#### Data extract ####

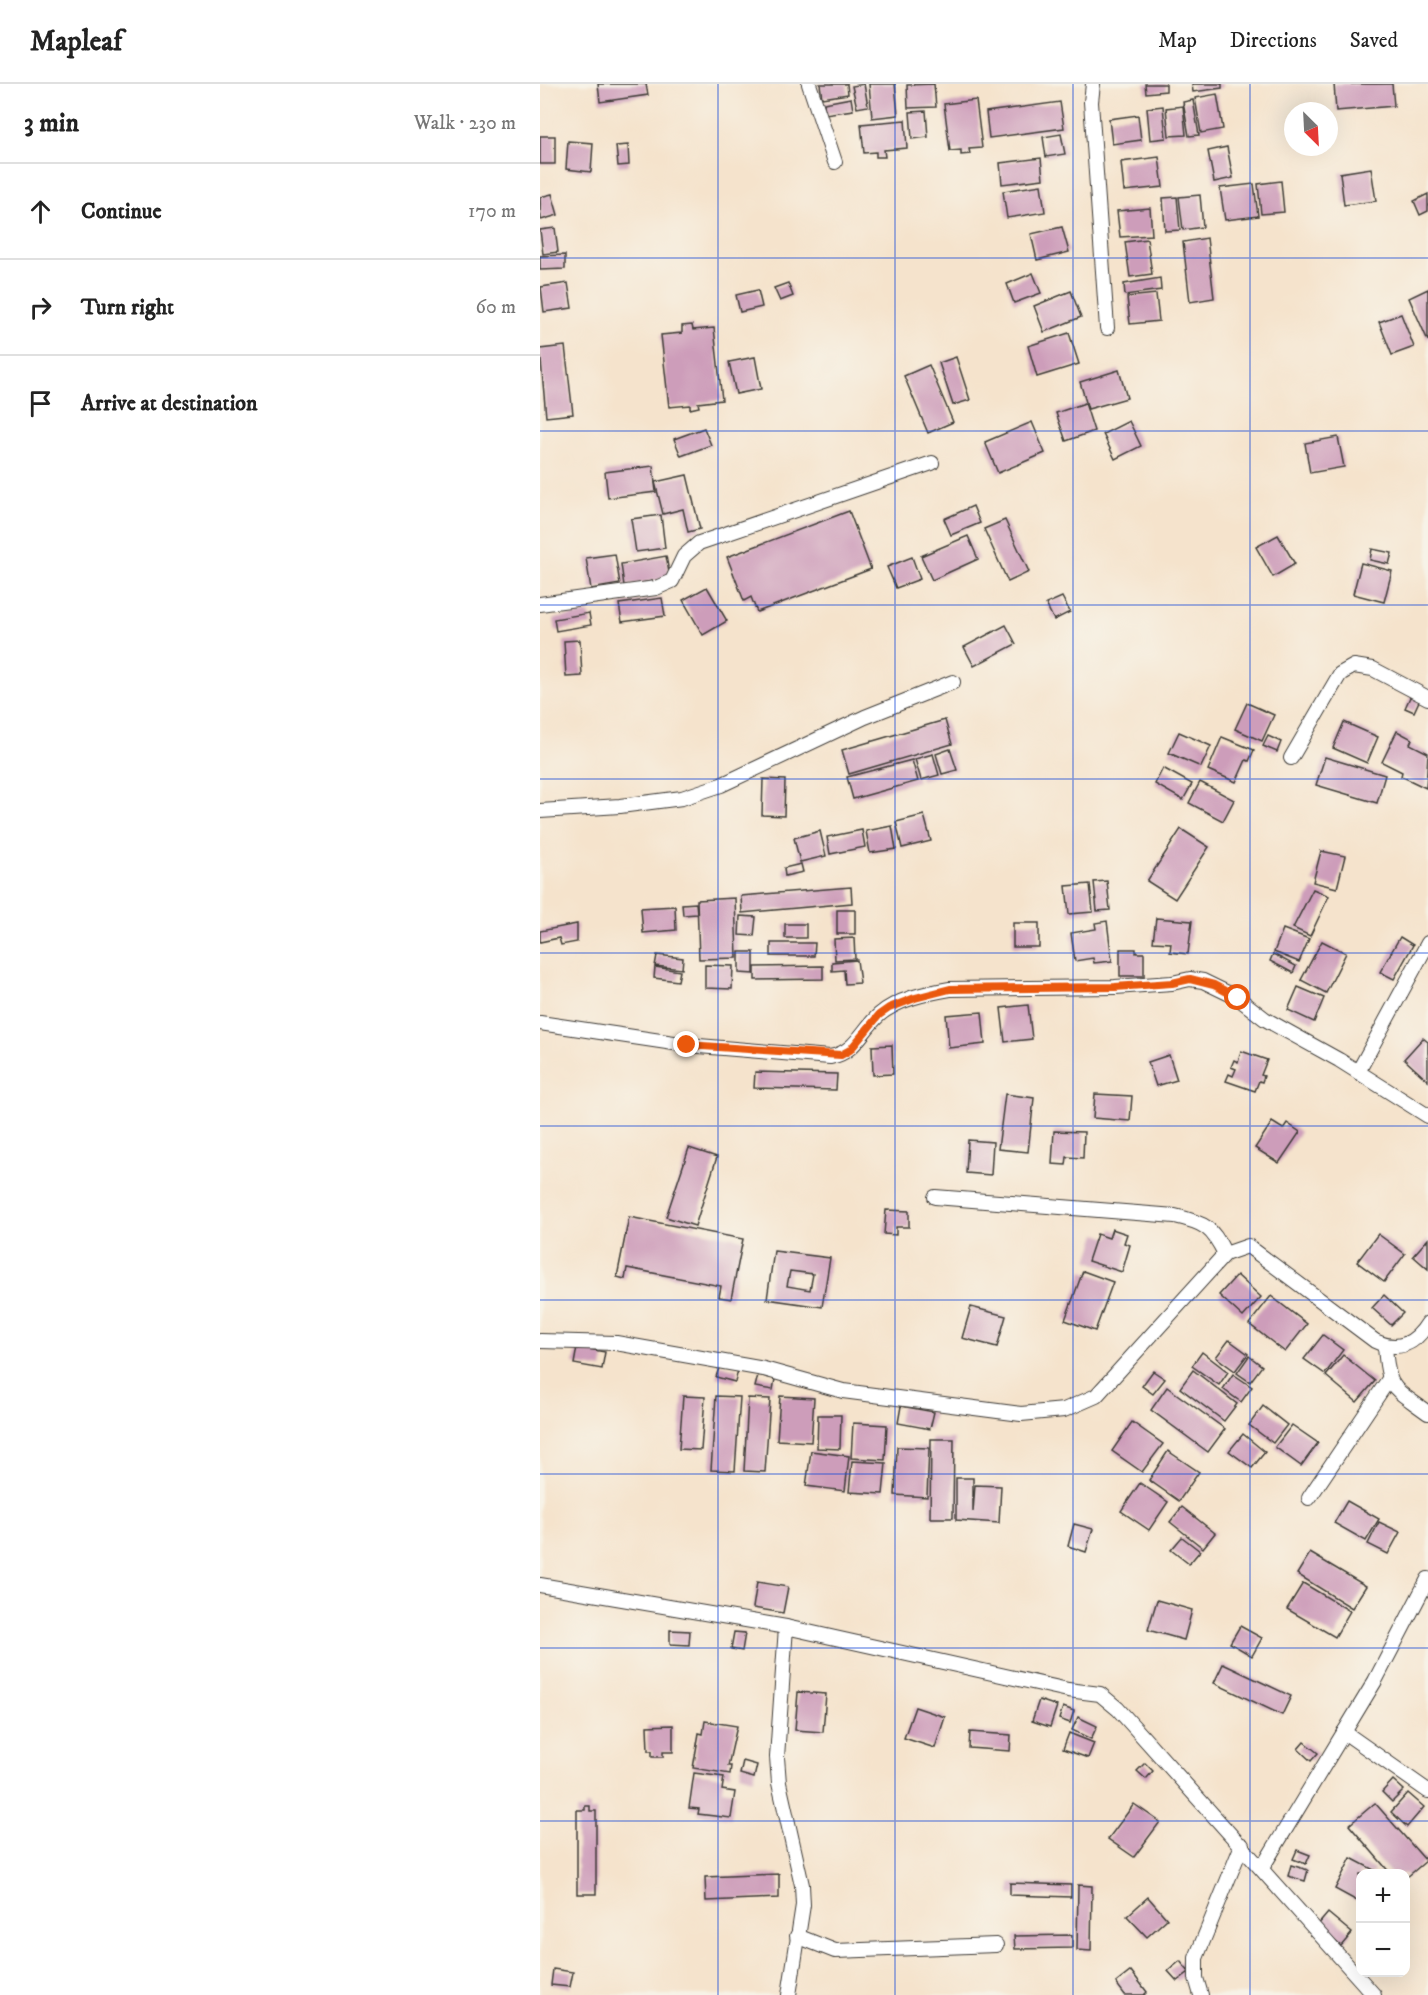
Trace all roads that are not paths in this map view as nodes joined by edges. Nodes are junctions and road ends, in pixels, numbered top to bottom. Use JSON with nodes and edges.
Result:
{"nodes":[{"id":1,"x":809,"y":84,"type":"edge"},
{"id":2,"x":1093,"y":84,"type":"edge"},
{"id":3,"x":835,"y":162,"type":"dead end"},
{"id":4,"x":1107,"y":328,"type":"dead end"},
{"id":5,"x":932,"y":463,"type":"dead end"},
{"id":6,"x":540,"y":604,"type":"edge"},
{"id":7,"x":953,"y":682,"type":"dead end"},
{"id":8,"x":1428,"y":698,"type":"edge"},
{"id":9,"x":1292,"y":758,"type":"dead end"},
{"id":10,"x":540,"y":811,"type":"edge"},
{"id":11,"x":1428,"y":943,"type":"edge"},
{"id":12,"x":540,"y":1023,"type":"edge"},
{"id":13,"x":1358,"y":1072,"type":"junction"},
{"id":14,"x":1428,"y":1116,"type":"edge"},
{"id":15,"x":935,"y":1197,"type":"dead end"},
{"id":16,"x":1225,"y":1254,"type":"junction"},
{"id":17,"x":1428,"y":1323,"type":"edge"},
{"id":18,"x":540,"y":1341,"type":"edge"},
{"id":19,"x":1385,"y":1346,"type":"junction"},
{"id":20,"x":1389,"y":1379,"type":"junction"},
{"id":21,"x":1428,"y":1413,"type":"edge"},
{"id":22,"x":1309,"y":1498,"type":"dead end"},
{"id":23,"x":1428,"y":1579,"type":"edge"},
{"id":24,"x":540,"y":1586,"type":"edge"},
{"id":25,"x":786,"y":1627,"type":"junction"},
{"id":26,"x":1344,"y":1732,"type":"junction"},
{"id":27,"x":1428,"y":1791,"type":"edge"},
{"id":28,"x":1242,"y":1845,"type":"junction"},
{"id":29,"x":1262,"y":1868,"type":"junction"},
{"id":30,"x":797,"y":1936,"type":"junction"},
{"id":31,"x":996,"y":1946,"type":"dead end"},
{"id":32,"x":789,"y":1995,"type":"edge"},
{"id":33,"x":1200,"y":1995,"type":"edge"},
{"id":34,"x":1374,"y":1995,"type":"edge"}],
"edges":[{"from":1,"to":3,"type":"street"},
{"from":2,"to":4,"type":"street"},
{"from":5,"to":6,"type":"street"},
{"from":7,"to":10,"type":"street"},
{"from":8,"to":9,"type":"street"},
{"from":11,"to":13,"type":"street"},
{"from":12,"to":13,"type":"street"},
{"from":13,"to":14,"type":"street"},
{"from":15,"to":16,"type":"street"},
{"from":16,"to":18,"type":"street"},
{"from":16,"to":19,"type":"street"},
{"from":17,"to":19,"type":"street"},
{"from":19,"to":20,"type":"street"},
{"from":20,"to":21,"type":"street"},
{"from":20,"to":22,"type":"street"},
{"from":23,"to":26,"type":"street"},
{"from":24,"to":25,"type":"street"},
{"from":25,"to":28,"type":"street"},
{"from":25,"to":30,"type":"street"},
{"from":26,"to":27,"type":"street"},
{"from":26,"to":29,"type":"street"},
{"from":28,"to":29,"type":"street"},
{"from":28,"to":33,"type":"street"},
{"from":29,"to":34,"type":"street"},
{"from":30,"to":31,"type":"street"},
{"from":30,"to":32,"type":"street"}]}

####

Exercise instructions: On how many lines of the records above does the word "nodes" appear? Answer with only that number.

Task response: 2